Wydawało się, że nic złego nie może stać się drużynie Wojciecha Łobodzińskiego. No właśnie, wydawało się. Piłkarze z Gdyni przeszli samych siebie. Mieli wszystko w swoich rękach i nie stanęli na wysokości zadania. Przegrana z GKS-em Katowice była tylko gwoździem do trumny. To nie w tym meczu przegrany został bezpośredni awans.

To znaczy: też, ale nie tylko. Sprawę można było zakończyć znacznie wcześniej. Na przykład w Pruszkowie (przegrana 0:2), na przykład w Bielsku-Białej (remis 0:0). Nawet w derbach Trójmiasta, gdzie Arka przez około godzinę grała z przewagą jednego zawodnika, miała kilka stuprocentowych sytuacji, a ostatecznie schodziła z boiska pokonana.

ZOBACZ WIDEO: #dziejesiewsporcie: co on zrobił?! To może być gol sezonu

Z jednej strony należy chwalić GKS, za którym fenomenalna runda wiosenna (38 punktów w 16 meczach). Ale z drugiej trzeba zganić Arkę. Mieć tyle okazji, żeby przypieczętować awans i nie wykorzystać żadnej z nich? To się nie mogło wydarzyć. W Gdyni była zorganizowana feta z okazji awansu na około 15 tys. osób i trzeba ją było odwołać.

Oczywiście punkt widzenia zależy od punktu siedzenia. Pewnie gdyby przed początkiem sezonu ktoś powiedział kibicom Arki, że zespół zajmie trzecie miejsce po rundzie zasadniczej i będzie przystępował do baraży z najlepszej pozycji (potencjalnie dwa mecze na własnym stadionie), to taki scenariusz każdy brałby w ciemno.

Jednak obecne okoliczności sprawiają, że dziś w żółto-niebieskiej części Trójmiasta ciężko znaleźć zadowolone osoby.

Zawodnicy muszą jednak wykrzesać z siebie resztki sił i spróbować powalczyć w barażach. Bo to jeszcze nie jest koniec sezonu dla Arki. Awans wciąż jest realny.

Trener Łobodziński zwrócił się z apelem do kibiców. - To jeszcze nie jest koniec. Wiem, że teraz wszyscy są rozgoryczeni, ale jako trener nie mogę pozwolić sobie, żeby się załamywać. Mogę zapewnić, że zrobię wszystko, co w mojej mocy, żeby ta drużyna - tak czy inaczej - zagrała w Ekstraklasie. Jesteśmy faworytem i po prostu chcemy awansować. Mam prośbę do kibiców, żeby zaufać jeszcze temu zespołowi - powiedział trener Arki na konferencji prasowej.

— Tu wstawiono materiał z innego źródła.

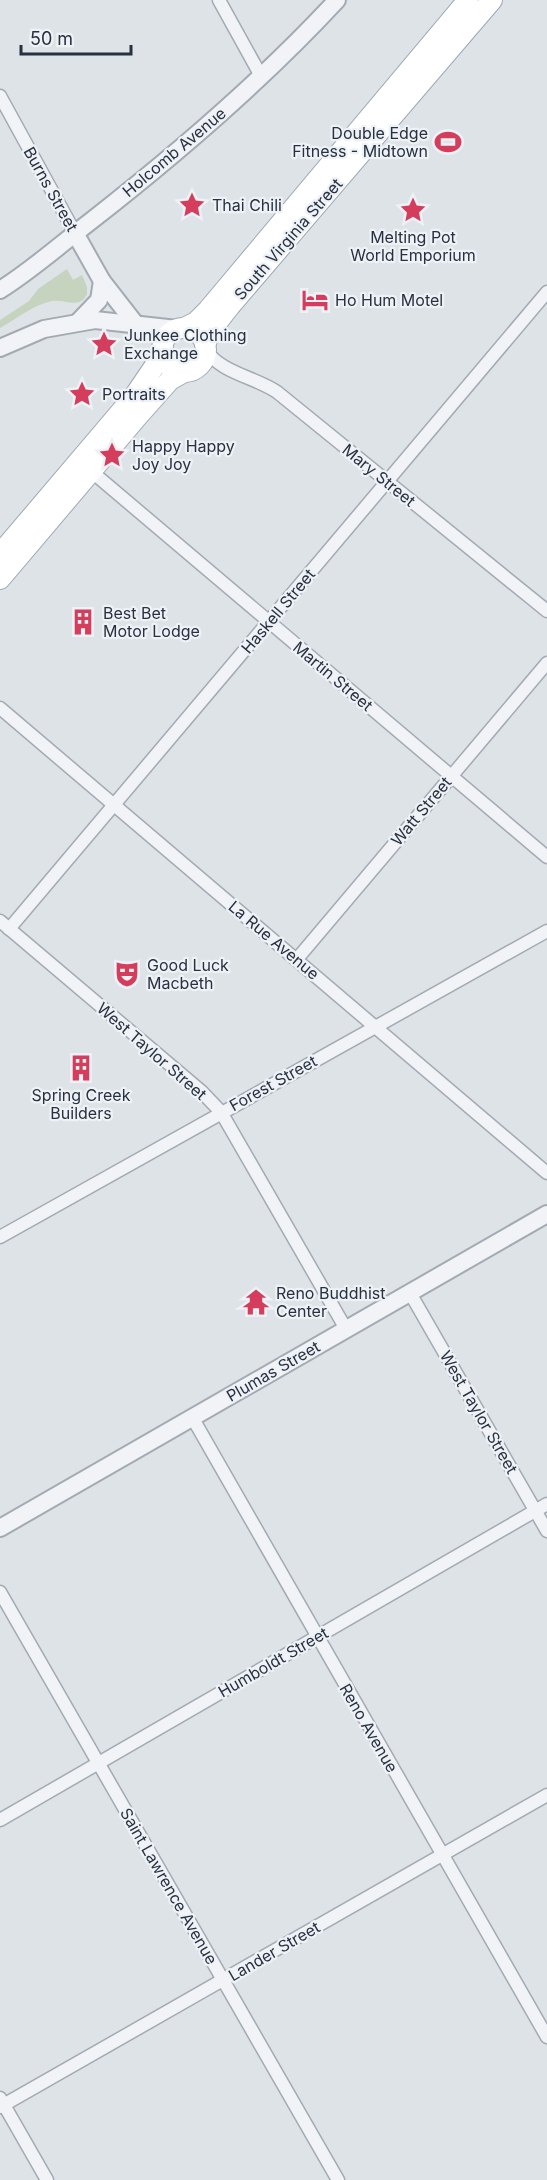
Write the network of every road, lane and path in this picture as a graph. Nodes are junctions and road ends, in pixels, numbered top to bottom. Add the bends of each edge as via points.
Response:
1 (219, 0) edge
2 (336, 0) edge
3 (468, 0) edge
4 (492, 0) edge
5 (261, 76) junction
6 (0, 96) edge
7 (75, 233) junction
8 (102, 281) junction
9 (0, 290) edge
10 (547, 292) edge
11 (77, 322) junction
12 (137, 326) junction
13 (180, 329) junction
14 (206, 347) junction
15 (0, 348) edge
16 (163, 349) junction
17 (186, 371) junction
18 (91, 471) junction
19 (387, 481) junction
20 (0, 555) edge
21 (0, 579) edge
22 (547, 611) edge
23 (268, 622) junction
24 (547, 663) edge
25 (0, 708) edge
26 (451, 776) junction
27 (115, 805) junction
28 (547, 857) edge
29 (4, 925) edge
30 (547, 931) edge
31 (297, 960) junction
32 (376, 1027) junction
33 (221, 1112) junction
34 (547, 1173) edge
35 (547, 1214) edge
36 (0, 1237) edge
37 (410, 1293) junction
38 (346, 1329) junction
39 (192, 1417) junction
40 (547, 1504) edge
41 (536, 1511) junction
42 (0, 1528) edge
43 (547, 1530) edge
44 (0, 1592) edge
45 (317, 1637) junction
46 (98, 1762) junction
47 (547, 1795) edge
48 (0, 1820) edge
49 (442, 1855) junction
50 (223, 1980) junction
51 (547, 2037) edge
52 (1, 2103) edge
53 (47, 2180) edge
54 (338, 2180) edge

1 - 5 street
2 - 5 street, Holcomb Avenue
3 - 13 main road, South Virginia Street via 208,310
4 - 14 main road, South Virginia Street via 230,306 212,329
5 - 7 street, Holcomb Avenue via 171,157
6 - 7 street, Burns Street
7 - 8 street, Burns Street
7 - 9 street, Holcomb Avenue
8 - 11 street via 99,300
8 - 12 street, Burns Street
10 - 19 street, Haskell Street
11 - 12 street via 105,320
11 - 15 street via 27,334
12 - 13 street
13 - 14 main road via 197,332
13 - 16 main road via 166,338
14 - 17 main road via 201,364
14 - 19 street, Mary Street via 217,363 278,392
16 - 17 main road via 169,365
16 - 20 main road via 135,395
17 - 18 main road via 170,380
18 - 21 main road
18 - 23 street, Martin Street
19 - 22 street, Mary Street
19 - 23 street, Haskell Street
23 - 26 street, Martin Street
23 - 27 street, Haskell Street
24 - 26 street, Watt Street
25 - 27 street, La Rue Avenue
26 - 28 street, Martin Street
26 - 31 street, Watt Street
27 - 29 street, Haskell Street
27 - 31 street, La Rue Avenue
29 - 33 street, West Taylor Street
30 - 32 street, Forest Street
31 - 32 street, La Rue Avenue
32 - 33 street, Forest Street
32 - 34 street, La Rue Avenue
33 - 36 street, Forest Street
33 - 38 street, West Taylor Street
35 - 37 street, Plumas Street
37 - 38 street, Plumas Street
37 - 41 street, West Taylor Street
38 - 39 street, Plumas Street
39 - 42 street, Plumas Street
39 - 45 street, Reno Avenue
40 - 41 street, Humboldt Street
41 - 43 street, West Taylor Street
41 - 45 street, Humboldt Street
44 - 46 street, Saint Lawrence Avenue
45 - 46 street, Humboldt Street
45 - 49 street, Reno Avenue
46 - 48 street, Humboldt Street
46 - 50 street, Saint Lawrence Avenue
47 - 49 street, Lander Street
49 - 50 street, Lander Street
49 - 51 street, Reno Avenue
50 - 52 street, Lander Street
50 - 54 street, Saint Lawrence Avenue
52 - 53 street

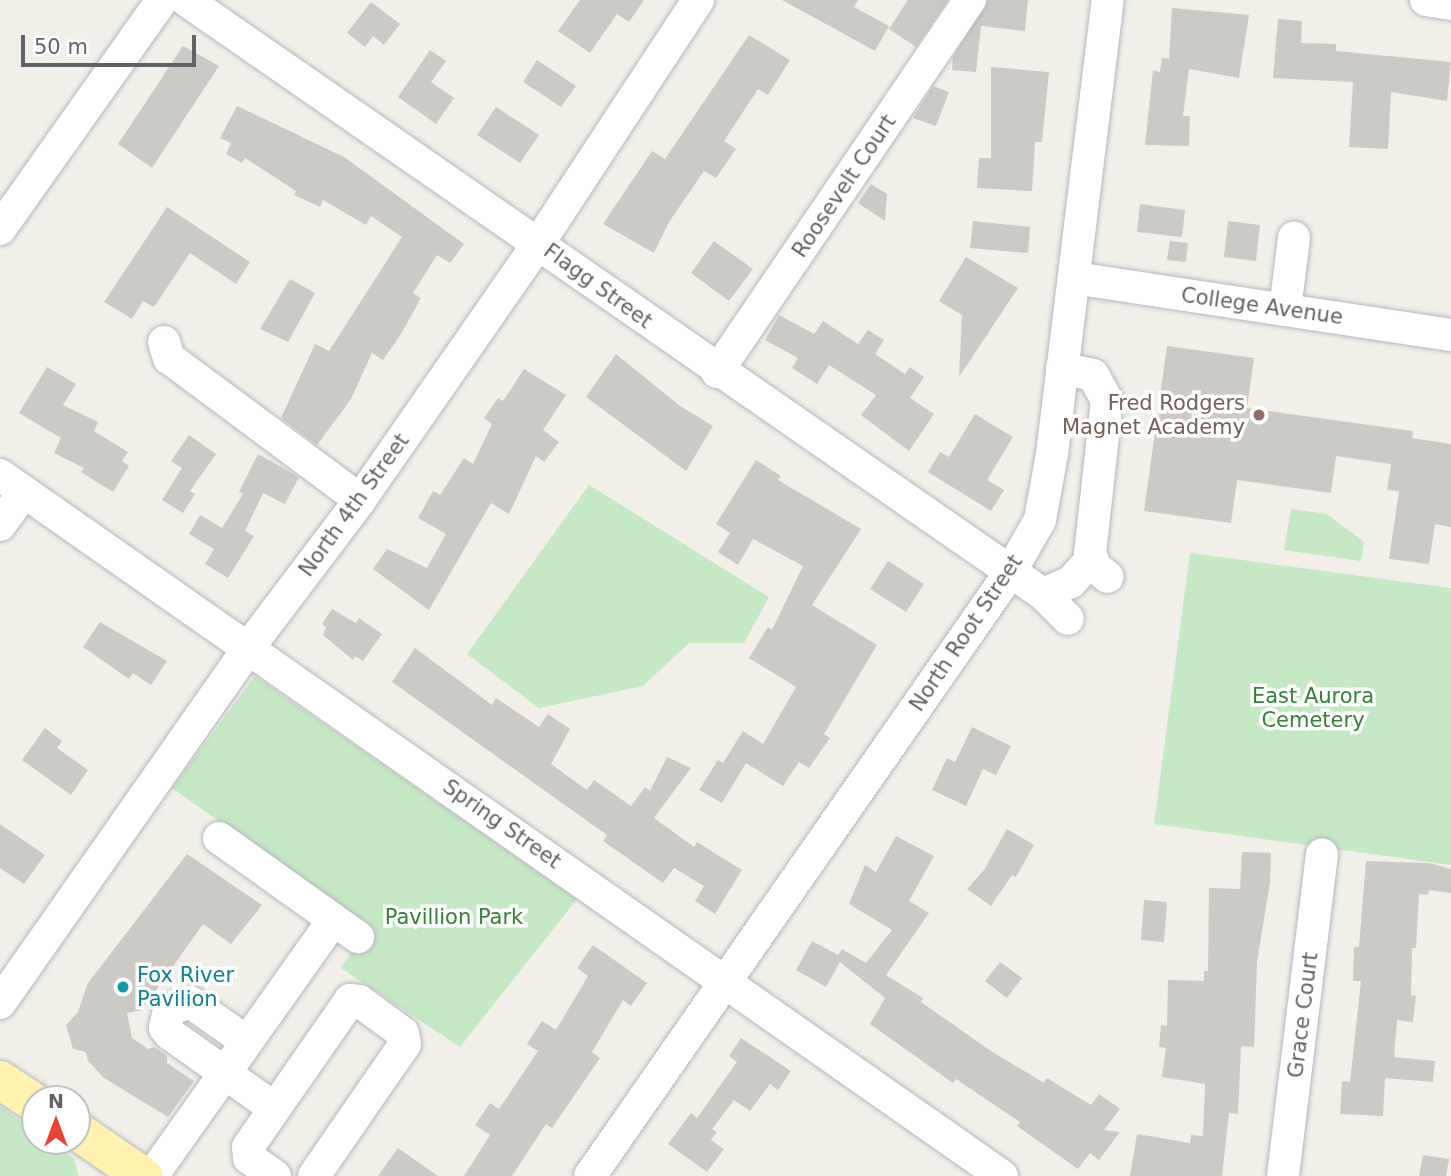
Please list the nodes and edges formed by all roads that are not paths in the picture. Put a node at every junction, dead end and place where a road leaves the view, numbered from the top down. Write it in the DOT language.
graph roads {
  1 [pos="162,0"];
  2 [pos="186,0"];
  3 [pos="698,0"];
  4 [pos="970,0"];
  5 [pos="1108,0"];
  6 [pos="1426,0"];
  7 [pos="1451,4"];
  8 [pos="0,229"];
  9 [pos="1294,238"];
  10 [pos="538,244"];
  11 [pos="1074,278"];
  12 [pos="1284,310"];
  13 [pos="1451,335"];
  14 [pos="164,342"];
  15 [pos="1062,368"];
  16 [pos="718,372"];
  17 [pos="12,484"];
  18 [pos="360,500"];
  19 [pos="0,525"];
  20 [pos="1009,574"];
  21 [pos="1043,594"];
  22 [pos="1068,619"];
  23 [pos="249,647"];
  24 [pos="219,838"];
  25 [pos="1322,854"];
  26 [pos="727,980"];
  27 [pos="0,1003"];
  28 [pos="246,1041"];
  29 [pos="224,1073"];
  30 [pos="0,1080"];
  31 [pos="21,1094"];
  32 [pos="274,1108"];
  33 [pos="91,1143"];
  34 [pos="123,1170"];
  35 [pos="152,1176"];
  36 [pos="275,1176"];
  37 [pos="314,1176"];
  38 [pos="590,1176"];
  39 [pos="1002,1176"];
  40 [pos="1283,1176"];
  1 -- 8 [label="street"];
  2 -- 10 [label="street, Flagg Street"];
  3 -- 10 [label="street, North 4th Street"];
  4 -- 16 [label="street, Roosevelt Court"];
  5 -- 11 [label="street, North Root Street"];
  6 -- 7 [label="street"];
  9 -- 12 [label="street"];
  10 -- 16 [label="street, Flagg Street"];
  10 -- 18 [label="street, North 4th Street"];
  11 -- 12 [label="street, College Avenue"];
  11 -- 15 [label="street, North Root Street"];
  12 -- 13 [label="street, College Avenue"];
  14 -- 18 [label="street"];
  15 -- 20 [label="street, North Root Street"];
  15 -- 21 [label="street"];
  16 -- 20 [label="street, Flagg Street"];
  17 -- 19 [label="street"];
  17 -- 23 [label="street, Spring Street"];
  18 -- 23 [label="street, North 4th Street"];
  20 -- 21 [label="street, Flagg Street"];
  20 -- 26 [label="street, North Root Street"];
  21 -- 22 [label="street, Flagg Street"];
  23 -- 26 [label="street, Spring Street"];
  23 -- 27 [label="street, North 4th Street"];
  24 -- 28 [label="street"];
  25 -- 40 [label="street, Grace Court"];
  26 -- 38 [label="street, North Root Street"];
  26 -- 39 [label="street, Spring Street"];
  28 -- 29 [label="street"];
  28 -- 29 [label="street"];
  29 -- 32 [label="street"];
  29 -- 35 [label="street"];
  30 -- 31 [label="main road"];
  32 -- 36 [label="street"];
  32 -- 37 [label="street"];
  33 -- 34 [label="main road"];
}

W tym sezonie przez długi czas wszystko układało się idealnie dla Arki. Jesienią była kapitalna seria zwycięstw, efektowna gra. Natomiast większość osób zwracała uwagę na bardzo wąską kadrę zespołu. Arkę omijały kontuzje, ale kiedy zaczęły się one pojawiać, to problemy były uwypuklane. Brak Janusza Gola w ostatnich meczach okazał się problemem, z którym trener Łobodziński sobie nie poradził. Zresztą podobnie wygląda to w przypadku Dawida Gojnego, jednego z najlepszych bocznych obrońców w całej lidze. Jeden i drugi nie zagrają w czwartek z Odrą Opole, a do tego grona dołączył kontuzjowany Martin Dobrotka.